Happy to announce another project output (hopefully the first of four this year), a book chapter entitled: Of Blaes and Bings: The (Non)Toxic Heritage of the West Lothian Oil Shale Industry.” This is is open access and available here.

Abstract: 
This chapter explores the changing human valuations of oil shale waste – blaes – in the district of West Lothian, Scotland. Around 150 million cubic metres of this material remain here in vast heaps known as bings, the remnants of a short-lived but globally significant oil industry, active between 1851 and 1962. In following the changing perceptions and uses of blaes through its creation, exploitation, discard, and reuse, it becomes apparent that it is not easy to definitively apply the categories of ‘toxic’ and ‘non-toxic’ to such materials and their heritage associations.
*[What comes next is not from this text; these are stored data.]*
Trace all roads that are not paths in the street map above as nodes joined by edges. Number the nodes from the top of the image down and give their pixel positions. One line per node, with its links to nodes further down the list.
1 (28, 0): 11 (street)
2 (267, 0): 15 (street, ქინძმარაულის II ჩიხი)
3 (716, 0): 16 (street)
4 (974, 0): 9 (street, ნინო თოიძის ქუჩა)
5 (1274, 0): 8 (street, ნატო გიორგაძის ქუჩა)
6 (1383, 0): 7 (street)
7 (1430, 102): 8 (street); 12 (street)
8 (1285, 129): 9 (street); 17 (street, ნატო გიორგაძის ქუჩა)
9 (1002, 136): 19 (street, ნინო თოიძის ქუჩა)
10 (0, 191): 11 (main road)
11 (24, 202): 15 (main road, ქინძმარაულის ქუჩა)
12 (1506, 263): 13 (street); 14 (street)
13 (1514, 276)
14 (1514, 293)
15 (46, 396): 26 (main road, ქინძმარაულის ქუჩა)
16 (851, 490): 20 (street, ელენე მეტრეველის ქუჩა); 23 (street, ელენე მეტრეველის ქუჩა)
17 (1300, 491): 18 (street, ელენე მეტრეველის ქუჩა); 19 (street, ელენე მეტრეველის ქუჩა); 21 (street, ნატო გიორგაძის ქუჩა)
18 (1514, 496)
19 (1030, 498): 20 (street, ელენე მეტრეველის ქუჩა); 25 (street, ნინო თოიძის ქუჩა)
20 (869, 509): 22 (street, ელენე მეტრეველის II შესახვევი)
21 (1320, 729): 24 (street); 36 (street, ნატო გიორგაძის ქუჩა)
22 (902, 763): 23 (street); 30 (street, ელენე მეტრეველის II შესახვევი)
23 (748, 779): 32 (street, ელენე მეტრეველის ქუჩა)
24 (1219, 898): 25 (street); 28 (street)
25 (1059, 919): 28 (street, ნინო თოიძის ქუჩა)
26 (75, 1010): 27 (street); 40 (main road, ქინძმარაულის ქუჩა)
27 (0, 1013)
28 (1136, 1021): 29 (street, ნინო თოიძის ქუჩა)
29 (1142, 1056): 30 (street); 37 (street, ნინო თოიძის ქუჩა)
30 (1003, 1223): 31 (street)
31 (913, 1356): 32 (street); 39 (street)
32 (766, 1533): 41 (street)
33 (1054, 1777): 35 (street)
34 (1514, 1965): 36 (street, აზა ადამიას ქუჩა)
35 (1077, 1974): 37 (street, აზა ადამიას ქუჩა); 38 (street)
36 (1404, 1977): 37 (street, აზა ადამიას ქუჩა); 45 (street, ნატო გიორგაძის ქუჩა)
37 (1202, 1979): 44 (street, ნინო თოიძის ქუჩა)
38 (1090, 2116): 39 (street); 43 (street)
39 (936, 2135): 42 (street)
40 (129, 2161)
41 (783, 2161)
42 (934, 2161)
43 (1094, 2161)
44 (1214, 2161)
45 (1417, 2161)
In exploring the shifting valuations of blaes and bings over the last 170 years, the chapter proposes a geosocial understanding of the heritage of hydrocarbon exploitation and its waste in the Anthropocene and suggests that such materials may yet prove useful to us in the face of the climate crisis.

This chapter is part of a briliant new edited book: Toxic Heritage: Legacies, Futures, and Environmental Injustice (edited by Elizabeth Kryder-Reid and Sarah May, London: Routledge.)